“So, what’s up?” he asked, sitting far enough away that they weren’t touching, but close enough that she could count his eyelashes when he turned to look at her.
“No,” she said. “You first.” Divorce details were far more important than past feelings.
“I wanted to ask your opinion on something,” he said, as though he was unsure of his reception. Another first for them.
“Of course.”
“I’ve been given the option to take an early honorable discharge,” he said, looking out to sea as he explained the details.
A discharge? But Winston was career navy. It’s all he’d ever talked about wanting. Going to college and entering the navy. To have them coming to him with talk of discharge, after he’d been so loyal...
She couldn’t believe they’d do that to him. There had to be someone she could talk to. As his wife, shouldn’t she have some...
What?
Like the government was going to listen to her? And what would she tell them? That she was divorcing him but that they should definitely keep him on?
“Do you have to take it?” she asked when her thoughts cleared a bit.
“No.”
Okay, then. So it was an offer, he’d turn it down, and life would go on as usual.
She looked at him. “Why are you talking to me about it?”
“I’ve been thinking about the child.”
He was confusing her. She didn’t like it. Not when her view of life was still so new and tenuous.
“What about him?”
“He needs to learn about loyalty. Duty. Protecting others.”
Her breath came in short little drags of sea air. She had no words.
“There are many things I can’t give him,” Winston continued, his face stoic as he looked out at the unending waters he’d always said he loved. “But I can teach him those things. They’re my strengths.” He turned to look at her as he finished, as though he was waiting for an answer.

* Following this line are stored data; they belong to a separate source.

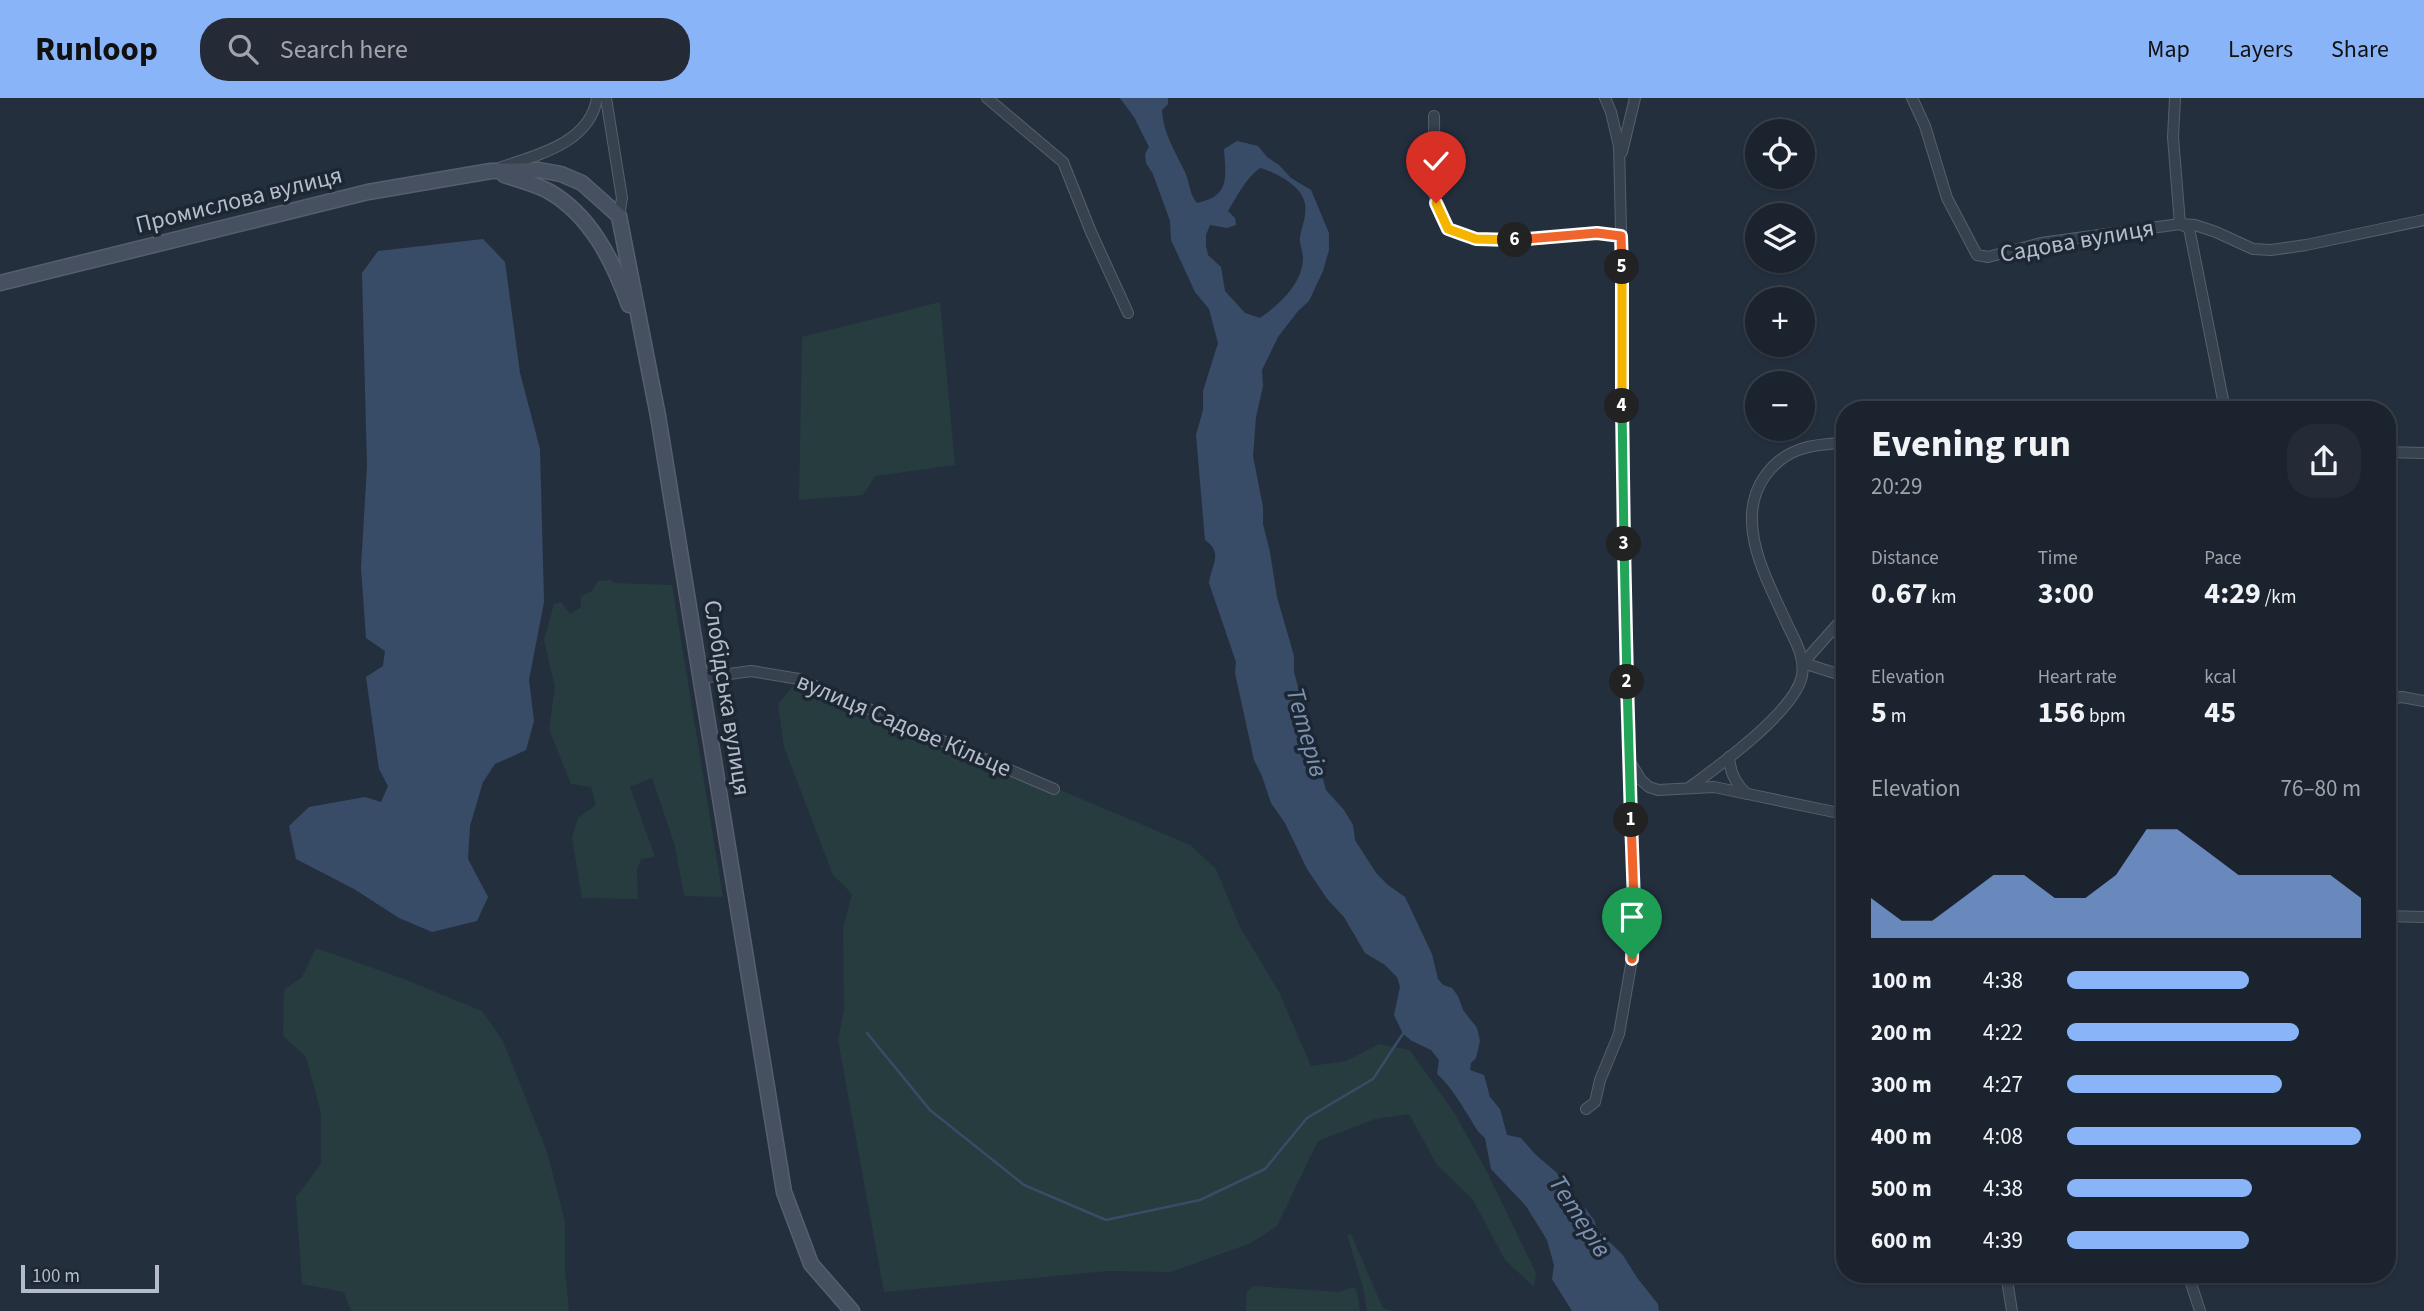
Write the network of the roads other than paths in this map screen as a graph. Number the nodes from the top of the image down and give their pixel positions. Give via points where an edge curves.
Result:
1 (597, 98) edge
2 (606, 98) edge
3 (987, 98) edge
4 (1605, 98) edge
5 (1635, 98) edge
6 (1912, 98) edge
7 (2175, 98) edge
8 (1434, 116) dead end
9 (1619, 162) junction
10 (491, 171) junction
11 (619, 216) junction
12 (2424, 220) edge
13 (2180, 224) junction
14 (1621, 236) junction
15 (0, 283) edge
16 (1128, 313) dead end
17 (647, 359) junction
18 (2223, 401) edge
19 (1836, 444) edge
20 (2396, 452) edge
21 (2424, 453) edge
22 (1836, 626) edge
23 (1803, 663) junction
24 (1836, 673) edge
25 (701, 678) junction
26 (2396, 698) edge
27 (2424, 701) edge
28 (1729, 757) junction
29 (1630, 759) junction
30 (1690, 787) junction
31 (1054, 789) dead end
32 (1747, 794) junction
33 (1836, 812) edge
34 (2396, 916) edge
35 (2424, 916) edge
36 (1586, 1109) dead end
37 (2007, 1283) edge
38 (2191, 1283) edge
39 (852, 1311) edge
40 (2012, 1311) edge
41 (2200, 1311) edge

1 - 10 street via 585,125 565,143
2 - 11 street via 622,198
3 - 16 street via 1062,162
4 - 9 street
5 - 9 street
6 - 13 street, Садова вулиця via 1944,190 1977,255 1988,257 2041,243
7 - 13 street via 2173,137
8 - 14 street via 1434,193 1448,229 1491,239 1597,233
9 - 14 street
10 - 11 street via 561,174 582,183
10 - 15 street, Промислова вулиця via 368,191
10 - 17 street via 549,192 587,224 614,268
11 - 17 street, Слобідська вулиця
12 - 13 street via 2271,250
13 - 18 street via 2189,228 2197,260
14 - 29 street
17 - 25 street, Слобідська вулиця
19 - 23 street via 1799,448 1786,455 1763,478 1754,497 1759,562
20 - 21 street
22 - 23 street
23 - 24 street
23 - 28 street via 1793,696
25 - 31 street, вулиця Садове Кільце via 751,671 799,679
25 - 39 street, Слобідська вулиця via 784,1192 811,1264
26 - 27 street
28 - 30 street
28 - 32 street via 1734,778
29 - 30 street via 1649,787
29 - 36 street via 1632,959 1619,1034 1595,1102
30 - 32 street
32 - 33 street
34 - 35 street
37 - 40 street
38 - 41 street

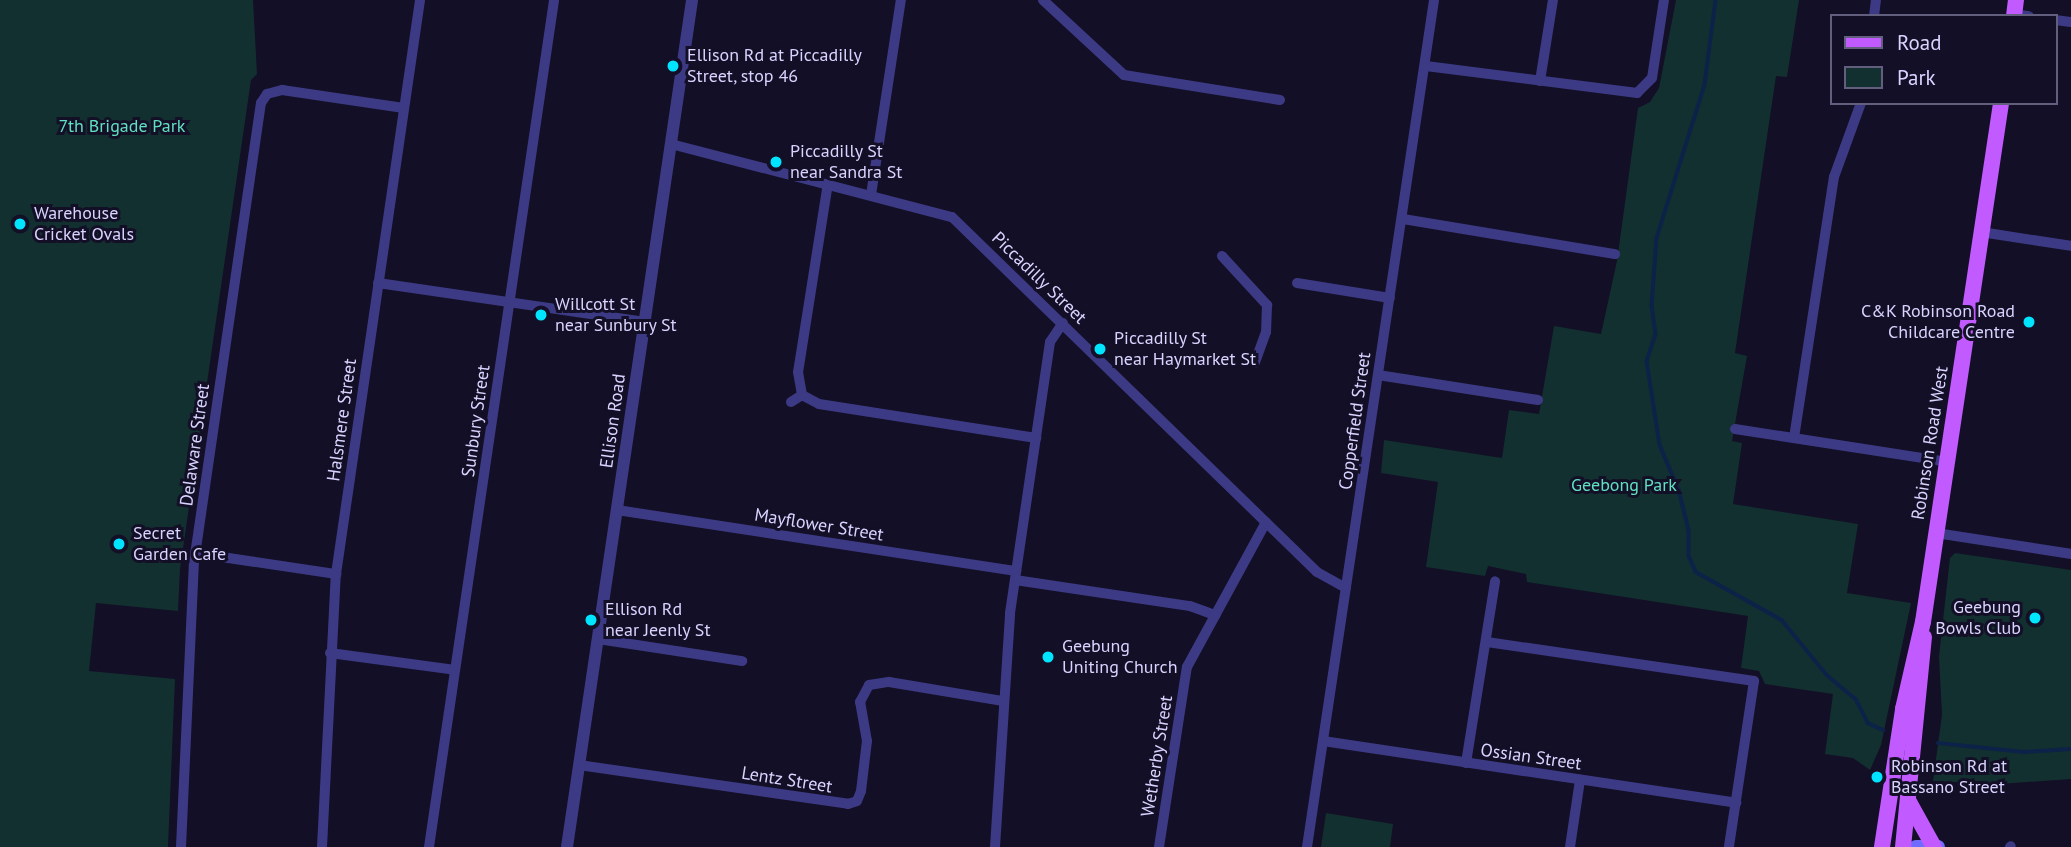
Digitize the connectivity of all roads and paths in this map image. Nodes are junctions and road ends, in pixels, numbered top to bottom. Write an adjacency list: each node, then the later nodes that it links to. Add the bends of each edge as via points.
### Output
1 (420, 0): 14 (street, Halsmere Street)
2 (554, 0): 26 (street, Sunbury Street)
3 (692, 0): 15 (street, Ellison Road)
4 (901, 0): 17 (street)
5 (1043, 0): 11 (street, via 1124,75)
6 (1434, 0): 9 (street, Copperfield Street)
7 (1553, 0): 10 (street)
8 (1664, 0): 10 (street, via 1653,72 1644,90 1627,94)
9 (1426, 66): 10 (street); 18 (street, Copperfield Street)
10 (1540, 81)
11 (1280, 100)
12 (1860, 105): 36 (street, via 1837,164)
13 (2001, 105): 19 (main road, Robinson Road West)
14 (404, 108): 23 (street, Halsmere Street); 41 (street, Delaware Street, via 282,90 267,94 260,108)
15 (671, 144): 16 (street, Piccadilly Street); 27 (street, Ellison Road)
16 (828, 183): 17 (street, Piccadilly Street); 31 (street, via 798,372)
17 (871, 195): 28 (street, Piccadilly Street, via 952,217)
18 (1403, 219): 21 (street); 25 (street, Copperfield Street)
19 (1981, 232): 20 (street); 37 (main road, Robinson Road West)
20 (2071, 246)
21 (1615, 254)
22 (1222, 256): 29 (street, via 1268,305 1266,332)
23 (378, 283): 26 (street); 43 (street, Halsmere Street)
24 (1297, 283): 25 (street)
25 (1390, 298): 30 (street, Copperfield Street)
26 (510, 302): 27 (street); 53 (street, Sunbury Street)
27 (645, 322): 38 (street, Ellison Road)
28 (1063, 323): 35 (street, via 1050,342); 39 (street, Piccadilly Street)
29 (1255, 363)
30 (1378, 375): 32 (street); 46 (street, Copperfield Street)
31 (802, 395): 33 (street); 35 (street, via 819,404)
32 (1538, 400)
33 (791, 402)
34 (1735, 429): 36 (street)
35 (1036, 438): 44 (street)
36 (1794, 438): 37 (street)
37 (1947, 462): 40 (main road, Robinson Road West)
38 (617, 510): 44 (street, Mayflower Street); 49 (street, Ellison Road)
39 (1266, 522): 46 (street, Piccadilly Street, via 1317,572); 47 (street, Wetherby Street)
40 (1936, 533): 42 (street); 48 (main road, Robinson Road West)
41 (195, 553): 43 (street); 61 (street, Delaware Street)
42 (2071, 554)
43 (335, 574): 51 (street, Halsmere Street)
44 (1016, 576): 47 (street, Mayflower Street, via 1190,606); 54 (street)
45 (1495, 581): 50 (street)
46 (1346, 589): 55 (street, Copperfield Street)
47 (1214, 615): 66 (street, Wetherby Street, via 1185,674)
48 (1923, 622): 59 (main road, Robinson Road West, via 1923,676); 70 (main road, Robinson Road West, via 1903,709)
49 (598, 639): 52 (street); 57 (street, Ellison Road)
50 (1487, 642): 56 (street); 60 (street, via 1754,681)
51 (330, 653): 53 (street); 62 (street, Halsmere Street)
52 (742, 661)
53 (456, 670): 63 (street, Sunbury Street)
54 (1003, 701): 57 (street, Lentz Street, via 881,681 869,685 860,698 867,747 861,791 852,803); 65 (street)
55 (1323, 741): 56 (street, Ossian Street); 67 (street, Copperfield Street)
56 (1466, 763): 58 (street, Ossian Street)
57 (579, 765): 64 (street, Ellison Road)
58 (1580, 780): 60 (street, Ossian Street); 68 (street)
59 (1909, 802): 71 (main road, Robinson Road West); 73 (main road)
60 (1736, 803): 69 (street)
61 (181, 847)
62 (322, 847)
63 (429, 847)
64 (567, 847)
65 (995, 847)
66 (1159, 847)
67 (1307, 847)
68 (1570, 847)
69 (1729, 847)
70 (1882, 847)
71 (1903, 847)
72 (1916, 847): 73 (main road)
73 (1936, 847)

But...was there a question in there? What did he want her to say?
In their old life, she’d have known what he needed, almost as though she could think through him. In the olden days she’d have asked what he thought he couldn’t give, because she’d have firmly believed that there was nothing their child would need that he couldn’t provide. And conversely, if he couldn’t provide it, their child wouldn’t need it.
The olden days were gone. She thought abo
ut what the man sitting beside her had just told her.
“Are you thinking about leaving the navy because of Tristan?” she asked, not quite sure what to make of that. On any level.
“I want to know what you think about the possibility of me going with NCIS. Or even local police.”
“Not local police,” she said instantly. Winston knew and loved ships. Every single twist and turn in every single belly of them.
“NCIS has an office in LA. I’d have to be gone for a few months of training, in Georgia, but I could put in a request to work out of the LA office, and I’ve been told that I stand a good chance of having my request granted.”
He wanted to stick around to be an active participant in their son’s life! That’s what he was telling her! How could she possibly, in that moment, focus on anything else?
A miracle was happening in the midst of everything else falling apart.
He was waiting for her to say something. Something pertinent, preferably.